ACTIVITY.
Here is a block of records. Copy every line in it that includes "dead".

Records from a dataset
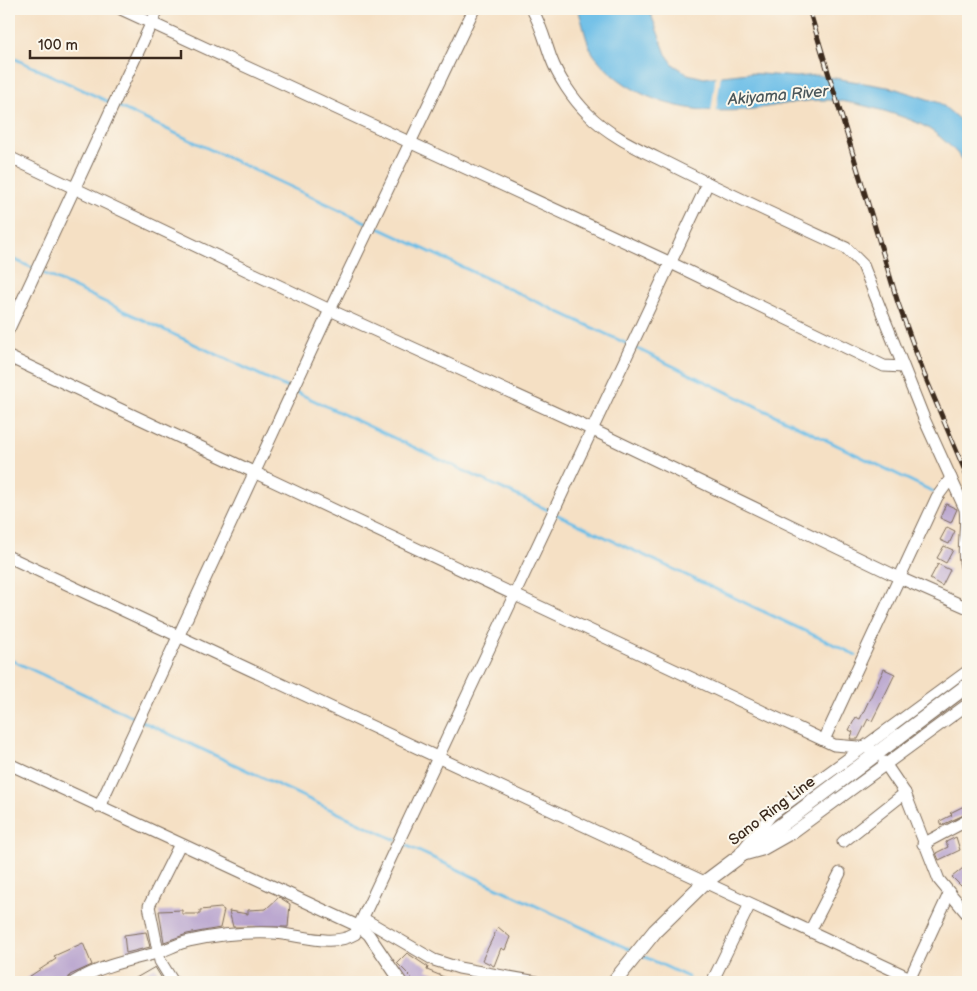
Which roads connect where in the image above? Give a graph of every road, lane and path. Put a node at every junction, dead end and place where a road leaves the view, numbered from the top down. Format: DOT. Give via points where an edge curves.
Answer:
graph roads {
  1 [pos="121,9"];
  2 [pos="158,9"];
  3 [pos="474,9"];
  4 [pos="532,9"];
  5 [pos="152,23"];
  6 [pos="411,142"];
  7 [pos="9,157"];
  8 [pos="708,183"];
  9 [pos="75,188"];
  10 [pos="671,263"];
  11 [pos="330,310"];
  12 [pos="9,329"];
  13 [pos="9,357"];
  14 [pos="903,367"];
  15 [pos="593,430"];
  16 [pos="255,472"];
  17 [pos="951,478"];
  18 [pos="9,557"];
  19 [pos="968,572"];
  20 [pos="900,578"];
  21 [pos="514,594"];
  22 [pos="968,608"];
  23 [pos="178,636"];
  24 [pos="968,671"];
  25 [pos="968,685"];
  26 [pos="934,697"];
  27 [pos="968,704"];
  28 [pos="948,718"];
  29 [pos="824,740"];
  30 [pos="867,748"];
  31 [pos="438,758"];
  32 [pos="9,764"];
  33 [pos="885,764"];
  34 [pos="905,793"];
  35 [pos="99,807"];
  36 [pos="968,820"];
  37 [pos="843,842"];
  38 [pos="180,844"];
  39 [pos="923,844"];
  40 [pos="738,857"];
  41 [pos="840,873"];
  42 [pos="704,883"];
  43 [pos="949,894"];
  44 [pos="750,904"];
  45 [pos="968,915"];
  46 [pos="362,923"];
  47 [pos="810,932"];
  48 [pos="158,953"];
  49 [pos="911,980"];
  50 [pos="74,982"];
  51 [pos="173,982"];
  52 [pos="401,982"];
  53 [pos="537,982"];
  54 [pos="614,982"];
  55 [pos="712,982"];
  1 -- 5 [label="street"];
  2 -- 5 [label="street"];
  3 -- 6 [label="street"];
  4 -- 8 [label="street" via="552,60 586,112 630,144"];
  5 -- 6 [label="street"];
  5 -- 9 [label="street"];
  6 -- 10 [label="street"];
  6 -- 11 [label="street"];
  7 -- 9 [label="street"];
  8 -- 10 [label="street"];
  8 -- 14 [label="street" via="846,248 856,256 869,276"];
  9 -- 11 [label="street"];
  9 -- 12 [label="street"];
  10 -- 14 [label="street" via="884,366"];
  10 -- 15 [label="street"];
  11 -- 15 [label="street"];
  11 -- 16 [label="street"];
  13 -- 16 [label="street"];
  14 -- 17 [label="street"];
  15 -- 20 [label="street"];
  15 -- 21 [label="street"];
  16 -- 21 [label="street"];
  16 -- 23 [label="street"];
  17 -- 19 [label="street" via="968,524 965,560"];
  17 -- 20 [label="street" via="936,497"];
  18 -- 23 [label="street"];
  20 -- 22 [label="street"];
  20 -- 29 [label="street"];
  21 -- 29 [label="street"];
  21 -- 31 [label="street"];
  23 -- 31 [label="street"];
  23 -- 35 [label="street"];
  24 -- 26 [label="street"];
  25 -- 40 [label="main road, Sano Ring Line, bridge"];
  26 -- 28 [label="street"];
  26 -- 30 [label="street"];
  27 -- 28 [label="street"];
  28 -- 33 [label="street"];
  29 -- 30 [label="street" via="838,746"];
  30 -- 40 [label="street" via="771,815"];
  31 -- 42 [label="street"];
  31 -- 46 [label="street"];
  32 -- 35 [label="street"];
  33 -- 34 [label="street"];
  33 -- 40 [label="street" via="792,833 762,850"];
  34 -- 37 [label="street"];
  34 -- 39 [label="street"];
  35 -- 38 [label="street"];
  36 -- 39 [label="street"];
  38 -- 46 [label="street"];
  38 -- 48 [label="street" via="149,906"];
  39 -- 43 [label="street"];
  40 -- 42 [label="main road, Sano Ring Line"];
  41 -- 47 [label="street"];
  42 -- 44 [label="street"];
  42 -- 54 [label="main road, Sano Ring Line" via="655,931"];
  43 -- 45 [label="street"];
  43 -- 49 [label="street"];
  44 -- 47 [label="street"];
  44 -- 55 [label="street"];
  46 -- 48 [label="street" via="347,939 246,933 187,942"];
  46 -- 52 [label="street"];
  46 -- 53 [label="street" via="434,960 459,968"];
  47 -- 49 [label="street"];
  48 -- 50 [label="street" via="101,968"];
  48 -- 51 [label="street"];
}
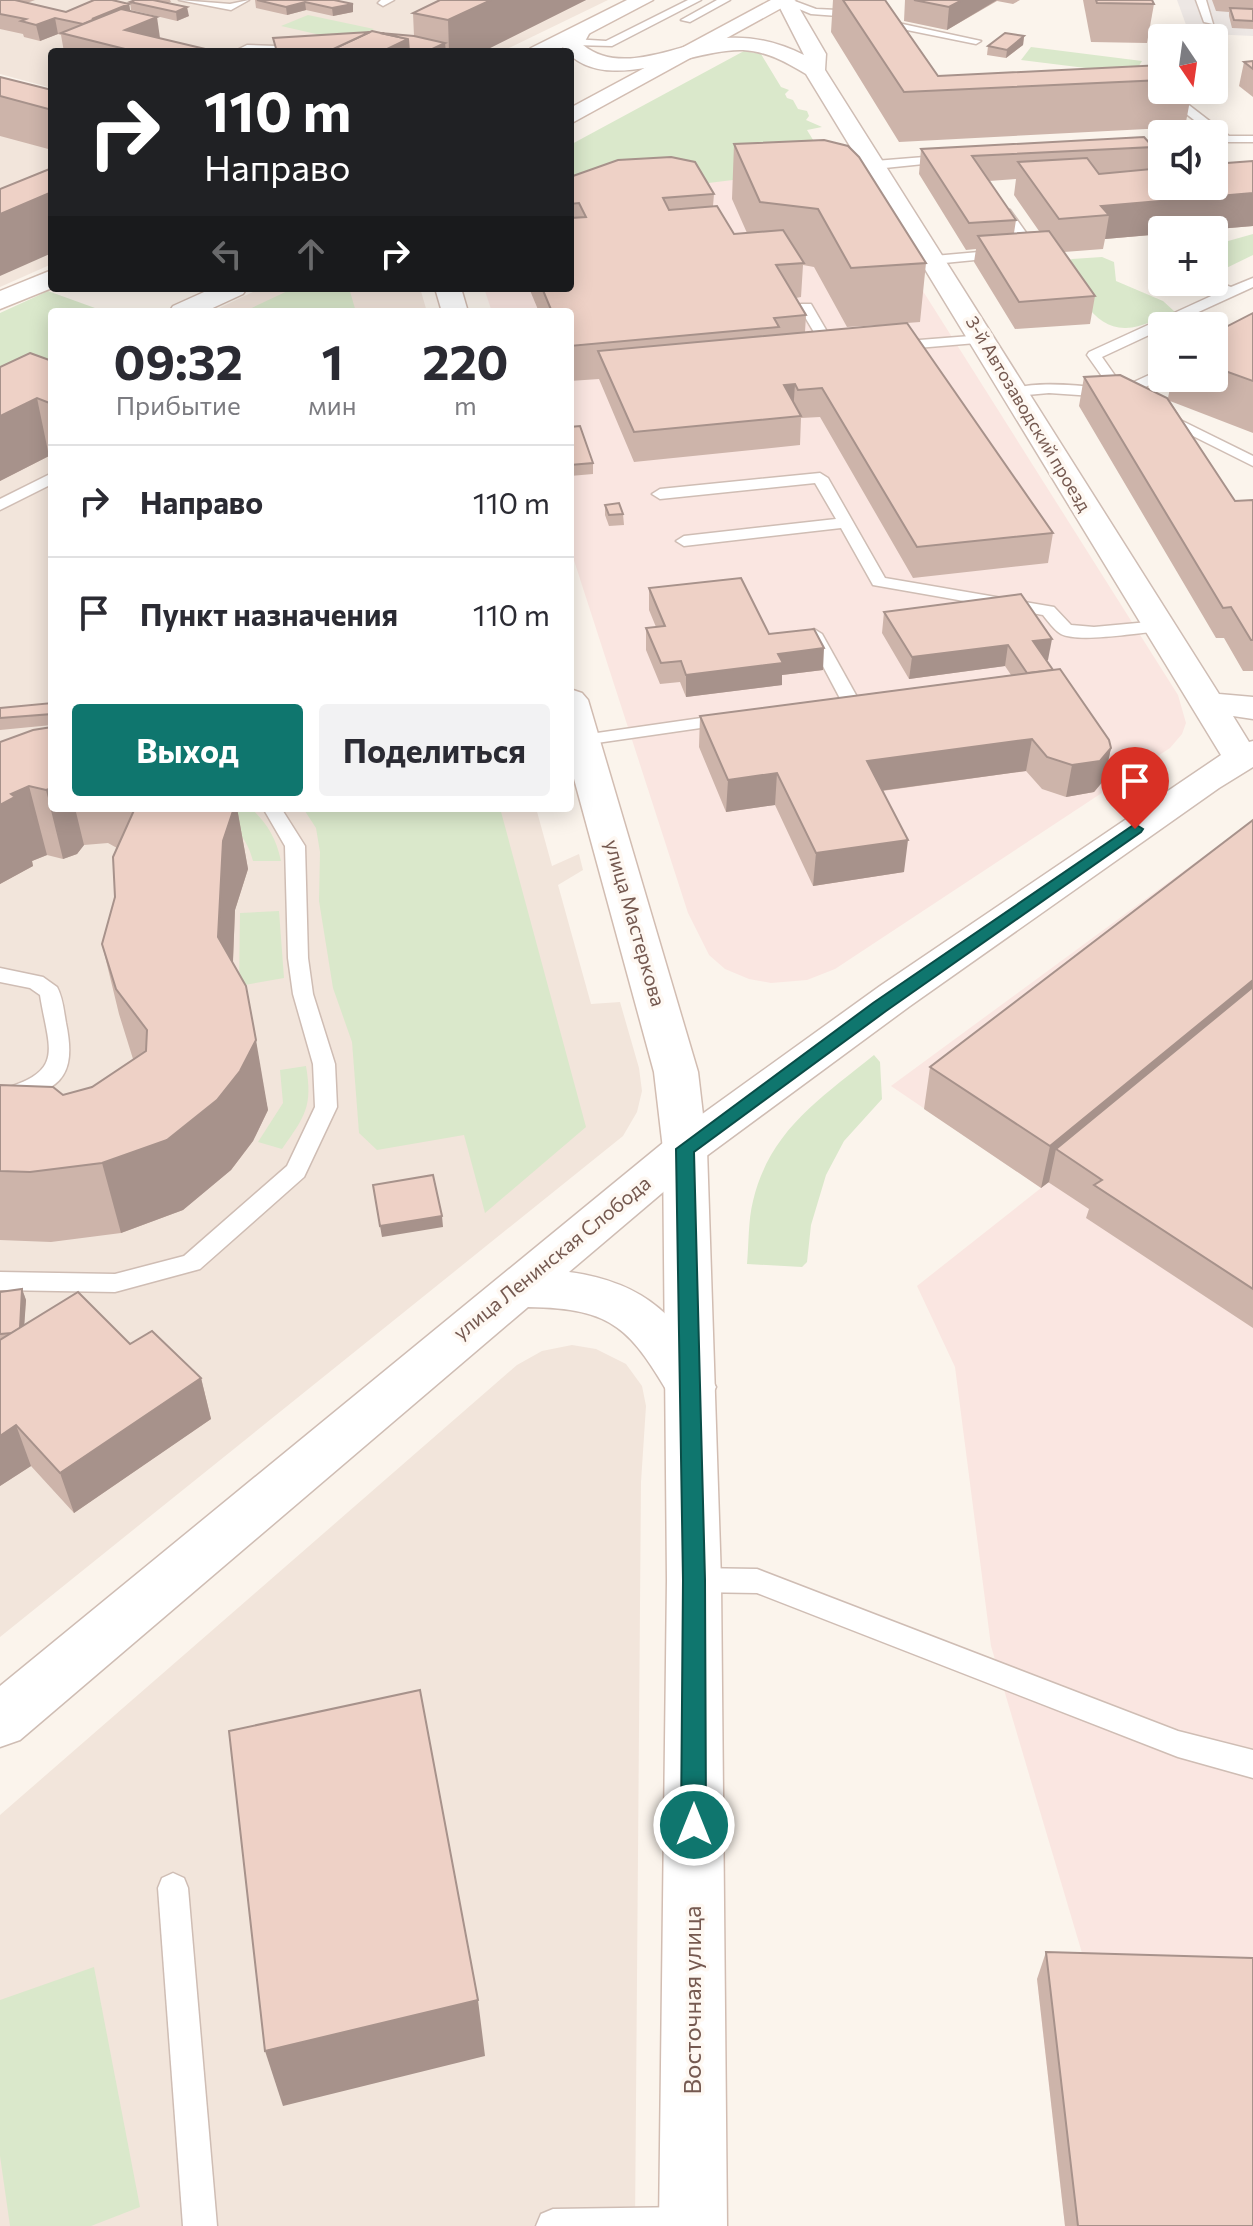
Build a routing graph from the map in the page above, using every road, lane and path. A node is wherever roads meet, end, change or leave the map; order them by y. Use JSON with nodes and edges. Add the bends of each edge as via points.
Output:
{"nodes":[{"id":1,"x":184,"y":0,"type":"edge"},
{"id":2,"x":244,"y":0,"type":"edge"},
{"id":3,"x":643,"y":0,"type":"edge"},
{"id":4,"x":696,"y":0,"type":"edge"},
{"id":5,"x":725,"y":0,"type":"edge"},
{"id":6,"x":786,"y":0,"type":"edge"},
{"id":7,"x":1201,"y":0,"type":"edge"},
{"id":8,"x":1209,"y":22,"type":"dead end"},
{"id":9,"x":669,"y":29,"type":"dead end"},
{"id":10,"x":577,"y":37,"type":"junction"},
{"id":11,"x":976,"y":41,"type":"dead end"},
{"id":12,"x":548,"y":48,"type":"edge"},
{"id":13,"x":687,"y":53,"type":"junction"},
{"id":14,"x":814,"y":70,"type":"junction"},
{"id":15,"x":1184,"y":104,"type":"edge"},
{"id":16,"x":574,"y":114,"type":"edge"},
{"id":17,"x":1199,"y":120,"type":"edge"},
{"id":18,"x":1253,"y":139,"type":"edge"},
{"id":19,"x":1228,"y":141,"type":"edge"},
{"id":20,"x":1148,"y":146,"type":"edge"},
{"id":21,"x":1106,"y":149,"type":"edge"},
{"id":22,"x":967,"y":158,"type":"edge"},
{"id":23,"x":875,"y":165,"type":"junction"},
{"id":24,"x":1006,"y":213,"type":"edge"},
{"id":25,"x":934,"y":260,"type":"junction"},
{"id":26,"x":48,"y":280,"type":"edge"},
{"id":27,"x":1253,"y":282,"type":"edge"},
{"id":28,"x":1228,"y":291,"type":"edge"},
{"id":29,"x":225,"y":292,"type":"edge"},
{"id":30,"x":1232,"y":292,"type":"junction"},
{"id":31,"x":0,"y":301,"type":"edge"},
{"id":32,"x":806,"y":307,"type":"dead end"},
{"id":33,"x":191,"y":308,"type":"edge"},
{"id":34,"x":983,"y":339,"type":"junction"},
{"id":35,"x":875,"y":348,"type":"edge"},
{"id":36,"x":847,"y":350,"type":"edge"},
{"id":37,"x":1148,"y":380,"type":"edge"},
{"id":38,"x":1015,"y":392,"type":"junction"},
{"id":39,"x":1121,"y":394,"type":"junction"},
{"id":40,"x":1253,"y":462,"type":"edge"},
{"id":41,"x":48,"y":480,"type":"edge"},
{"id":42,"x":660,"y":494,"type":"dead end"},
{"id":43,"x":0,"y":505,"type":"edge"},
{"id":44,"x":845,"y":523,"type":"junction"},
{"id":45,"x":684,"y":541,"type":"dead end"},
{"id":46,"x":1159,"y":626,"type":"junction"},
{"id":47,"x":814,"y":634,"type":"edge"},
{"id":48,"x":1206,"y":703,"type":"junction"},
{"id":49,"x":852,"y":704,"type":"edge"},
{"id":50,"x":1253,"y":708,"type":"edge"},
{"id":51,"x":574,"y":712,"type":"edge"},
{"id":52,"x":747,"y":717,"type":"edge"},
{"id":53,"x":583,"y":740,"type":"junction"},
{"id":54,"x":1233,"y":763,"type":"edge"},
{"id":55,"x":274,"y":812,"type":"edge"},
{"id":56,"x":0,"y":975,"type":"edge"},
{"id":57,"x":0,"y":1098,"type":"edge"},
{"id":58,"x":685,"y":1149,"type":"junction"},
{"id":59,"x":0,"y":1281,"type":"edge"},
{"id":60,"x":514,"y":1289,"type":"junction"},
{"id":61,"x":691,"y":1387,"type":"junction"},
{"id":62,"x":694,"y":1580,"type":"junction"},
{"id":63,"x":0,"y":1721,"type":"edge"},
{"id":64,"x":1253,"y":1764,"type":"edge"},
{"id":65,"x":173,"y":1888,"type":"dead end"},
{"id":66,"x":693,"y":2225,"type":"edge"},
{"id":67,"x":200,"y":2226,"type":"edge"},
{"id":68,"x":553,"y":2226,"type":"edge"}],
"edges":[{"from":1,"to":2,"type":"lane","via":[[231,7]]},
{"from":3,"to":10,"type":"street"},
{"from":4,"to":10,"type":"lane","via":[[608,44]]},
{"from":5,"to":9,"type":"lane"},
{"from":6,"to":11,"type":"lane","via":[[815,12],[844,10]]},
{"from":6,"to":13,"type":"street"},
{"from":6,"to":14,"type":"street","name":"3-й Автозаводский проезд","via":[[815,54]]},
{"from":7,"to":8,"type":"lane"},
{"from":10,"to":12,"type":"street"},
{"from":10,"to":13,"type":"street","name":"3-й Автозаводский проезд","via":[[572,46],[585,57],[614,63]]},
{"from":13,"to":14,"type":"street","name":"3-й Автозаводский проезд","via":[[723,44],[756,44],[789,53]]},
{"from":13,"to":16,"type":"street"},
{"from":14,"to":23,"type":"street","name":"3-й Автозаводский проезд"},
{"from":15,"to":17,"type":"lane"},
{"from":18,"to":19,"type":"lane"},
{"from":20,"to":21,"type":"lane"},
{"from":22,"to":23,"type":"lane"},
{"from":23,"to":25,"type":"street","name":"3-й Автозаводский проезд"},
{"from":24,"to":25,"type":"lane","via":[[1033,251]]},
{"from":25,"to":34,"type":"street","name":"3-й Автозаводский проезд"},
{"from":26,"to":31,"type":"street"},
{"from":27,"to":30,"type":"lane"},
{"from":28,"to":30,"type":"lane"},
{"from":29,"to":33,"type":"street"},
{"from":30,"to":39,"type":"lane","via":[[1094,355]]},
{"from":32,"to":36,"type":"lane","via":[[832,351]]},
{"from":34,"to":35,"type":"lane"},
{"from":34,"to":38,"type":"street","name":"3-й Автозаводский проезд"},
{"from":37,"to":39,"type":"lane"},
{"from":38,"to":39,"type":"lane"},
{"from":38,"to":46,"type":"street","name":"3-й Автозаводский проезд"},
{"from":39,"to":40,"type":"lane"},
{"from":41,"to":43,"type":"lane"},
{"from":42,"to":44,"type":"lane","via":[[820,478]]},
{"from":44,"to":45,"type":"lane"},
{"from":44,"to":46,"type":"lane","via":[[879,582],[1048,611],[1066,630]]},
{"from":46,"to":48,"type":"street","name":"3-й Автозаводский проезд"},
{"from":47,"to":49,"type":"lane"},
{"from":48,"to":50,"type":"street"},
{"from":48,"to":54,"type":"street","via":[[1212,737]]},
{"from":51,"to":53,"type":"street","name":"улица Мастеркова"},
{"from":52,"to":53,"type":"lane"},
{"from":53,"to":58,"type":"street","name":"улица Мастеркова","via":[[676,1072]]},
{"from":54,"to":58,"type":"street","name":"улица Ленинская Слобода"},
{"from":55,"to":59,"type":"lane","via":[[295,846],[303,994],[324,1064],[326,1107],[296,1171],[192,1263],[115,1283]]},
{"from":56,"to":57,"type":"lane","via":[[36,982],[50,992],[62,1045],[60,1065],[43,1083]]},
{"from":58,"to":60,"type":"street","name":"улица Ленинская Слобода"},
{"from":58,"to":61,"type":"street","name":"Восточная улица"},
{"from":60,"to":61,"type":"street","via":[[566,1289],[622,1303],[655,1331]]},
{"from":60,"to":63,"type":"street","name":"улица Ленинская Слобода"},
{"from":61,"to":62,"type":"street","name":"Восточная улица"},
{"from":62,"to":64,"type":"lane","via":[[757,1581],[1178,1744]]},
{"from":62,"to":66,"type":"street","name":"Восточная улица"},
{"from":65,"to":67,"type":"lane"},
{"from":66,"to":68,"type":"lane"}]}
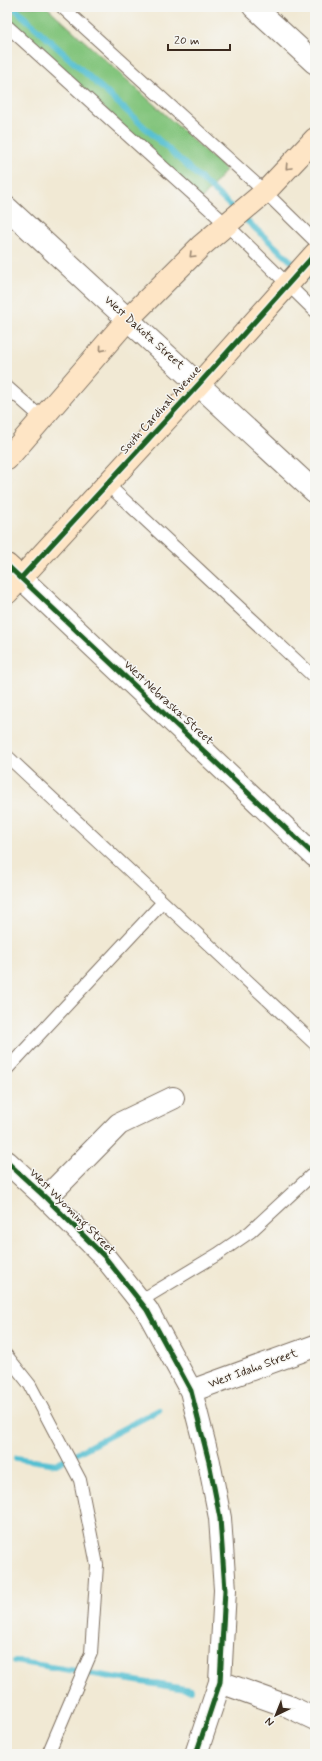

SOLUTION TO THIS TASK.
Which roads connect where in the image above? Give a graph of every road, lane and path. Put a node at every junction, dead end and place where a road leaves the view, numbered from the top down. Format: DOT. Give via points where an edge curves.
{"id":8,"x":1209,"y":22,"type":"dead end"},
{"id":9,"x":669,"y":29,"type":"dead end"},
{"id":11,"x":976,"y":41,"type":"dead end"},
{"id":32,"x":806,"y":307,"type":"dead end"},
{"id":42,"x":660,"y":494,"type":"dead end"},
{"id":45,"x":684,"y":541,"type":"dead end"},
{"id":65,"x":173,"y":1888,"type":"dead end"},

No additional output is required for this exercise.